Wasn't I the coolest tween EVER? What an imaginative and captivating piece of fan mail. I should really just win the Nobel Prize for Literature.
 
 
 
 

Wednesday, April 4, 2012

So writing this post is a new experience, because the format of my Blogspot dashboard has been 'updated'. Since I'm not technologically savvy like the majority of my generation, bear with me whilst I try to navigate my way around. The new format is so weird I don't even know how to make a title for this post...this is a learning experience for both of us (a learning experience that may or may not take a couple of weeks....).

You may not believe this, but I survived those two assignments. Yeah, I couldn't believe it either. I honestly didn't think that I'd be able to write a new essay on a Crusade that was ACTUALLY ONE OF THE ESSAY OPTIONS (I still can't get over my idiocy), but I managed to do it. However, in order to do so, I had to sacrifice going to a friend's party and the rest of my weekend. It kind of felt like my HSC year all over again (bad memories..baaaaad memories). With those assignments out of the way, I basically have no work to do, with the exception of an Archaeology essay which I'm naturally avoiding. Since handing in those two assignments, I've basically moved into the two bars at my university. On one occasion they were playing Friends on the big screen. I love university....

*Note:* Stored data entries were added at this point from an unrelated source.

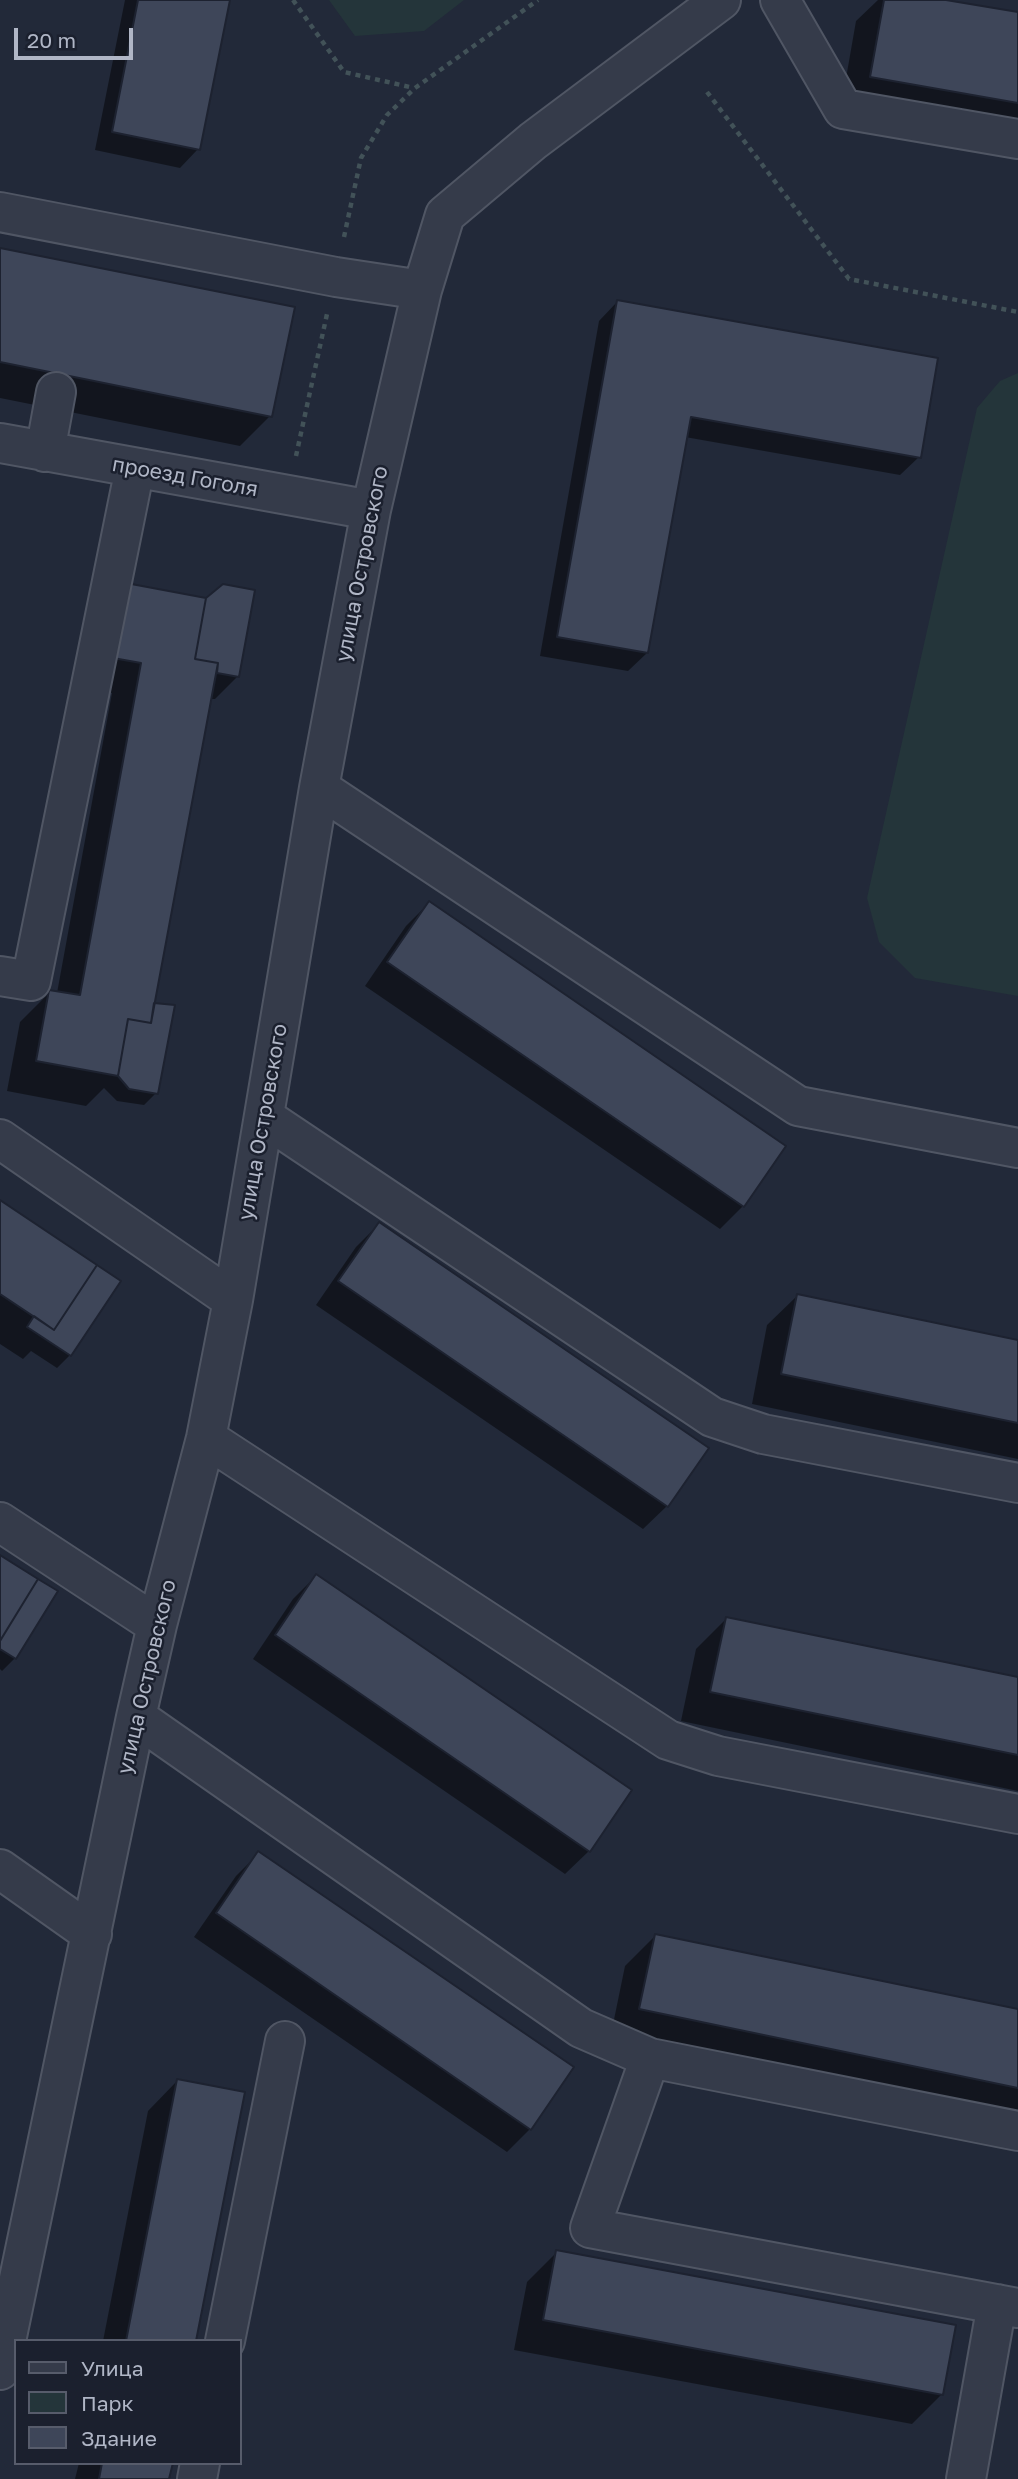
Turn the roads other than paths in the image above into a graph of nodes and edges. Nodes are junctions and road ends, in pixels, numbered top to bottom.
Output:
1 (721, 0) edge
2 (780, 0) edge
3 (1018, 139) edge
4 (0, 212) edge
5 (422, 290) junction
6 (56, 393) dead end
7 (1, 446) edge
8 (45, 452) junction
9 (135, 468) junction
10 (371, 510) junction
11 (319, 788) junction
12 (0, 976) edge
13 (264, 1117) junction
14 (0, 1139) edge
15 (1018, 1148) edge
16 (233, 1300) junction
17 (206, 1438) junction
18 (1018, 1483) edge
19 (0, 1522) edge
20 (157, 1625) junction
21 (136, 1717) junction
22 (1018, 1814) edge
23 (0, 1869) edge
24 (92, 1934) junction
25 (285, 2041) dead end
26 (650, 2058) junction
27 (1018, 2131) edge
28 (1007, 2306) edge
29 (225, 2339) edge
30 (0, 2370) edge
31 (965, 2479) edge

1 - 5 street, улица Островского
2 - 3 street
4 - 5 street
5 - 10 street, улица Островского
6 - 8 street
7 - 8 street, проезд Гоголя
8 - 9 street, проезд Гоголя
9 - 10 street, проезд Гоголя
9 - 12 street
10 - 11 street, улица Островского
11 - 13 street, улица Островского
11 - 15 street
13 - 16 street, улица Островского
13 - 18 street
14 - 16 street
16 - 17 street, улица Островского
17 - 20 street, улица Островского
17 - 22 street
19 - 20 street
20 - 21 street, улица Островского
21 - 24 street, улица Островского
21 - 26 street
23 - 24 street
24 - 30 street, улица Островского
25 - 29 street
26 - 27 street
26 - 28 street
28 - 31 street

Tomorrow morning I'm running away with my family to Broulee, minus the running away part. We're driving down for Easter, but no need to have a psycho emotional breakdown at the thought of my absence-I'll be back on Monday afternoon. Broulee is literally one of my favourite places on Earth, and it especially always beautiful at this time of year. I won't blab on about how amazing/gorgeous/refreshing it is, because I always write about it on this blog when I'm going down there/have just been down there. I won't bore you with my sad attempts at describing how wonderful it is, but I will tell you that you should all go there once in your life. If you don't live in Australia, then I suggest that you click cross on this webpage, run to your car (or get your parents to drive you), and drive to the airport to hop on the next flight. I'm joking...but seriously...you know what to do. I am now off to do some readings for my Archaeology and then head off to university. There are a couple of gatherings for different societies this afternoon, so that's where I'll be (naturally taking exploiting the free drinks/pizza). 

So long, cyber peeps. I hope you all have amazingly amazing Easters and that you don't overdose on chocolate, because if you did, then who would I be able to rant about my life to on this blog?

ChlobeWan x

P.s. I chipped my tooth in my sleep last night. I'm really normal.